A risk compass for alternative asset classes

It can be difficult to navigate the ESG risks involved in investing beyond traditional equity and fixed income, especially because well-known and well-tested risk management processes such as negative, positive and bestin- class screening do not apply. From infrastructure to real estate to commodities, alternative asset classes come with specific risk profiles, including on sustainability.

The SDGs can act as a much-needed risk compass in these broad and fast-growing markets. While some links can appear relatively straightforward (for instance between commodity hedging and SDG 2: End hunger, achieve food security and improved nutrition and promote sustainable agriculture), more research is needed to ensure that all potential ESG issues arising from investment practices are accurately mapped to the SDGs and to their underlying targets. For some asset classes and specific contexts, e.g. investing in private equity in developing countries/emerging markets, due diligence methodologies could be designed that take the SDGs and their targets into account.

Taking engagement to the next level

Investors have traditionally understood ESG engagement as either a tool of (ESG) risk management (i.e. as a way to make sure ESG risks are adequately managed by companies) or as compliance-driven (i.e. an effort to improve business conduct and bring a company back to compliance after they showed failure to uphold certain ESG standards). In this way, ESG engagement has usually been reactive rather than proactive and focused on the current, specific risks faced by a particular company as a result of negative media attention or whistle-blowing.

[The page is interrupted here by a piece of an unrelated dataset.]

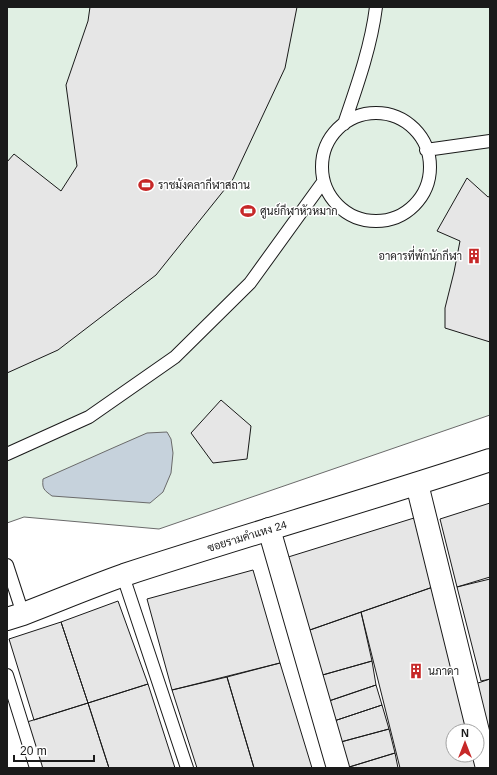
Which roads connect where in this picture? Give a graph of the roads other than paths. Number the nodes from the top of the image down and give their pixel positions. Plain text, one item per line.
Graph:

Several investors are already using the SDGs to bring their risk discussions with companies to the next level. In the past couple of years, we have seen a rising trend of engagement – on issues such as climate change and human rights – that goes beyond fixing a specific deficiency to working together with companies to find long-term solutions and build better practices. The notions of risk and performance have become broader, and the widely-endorsed SDG agenda gives investors new language and processes to drive ESG engagement.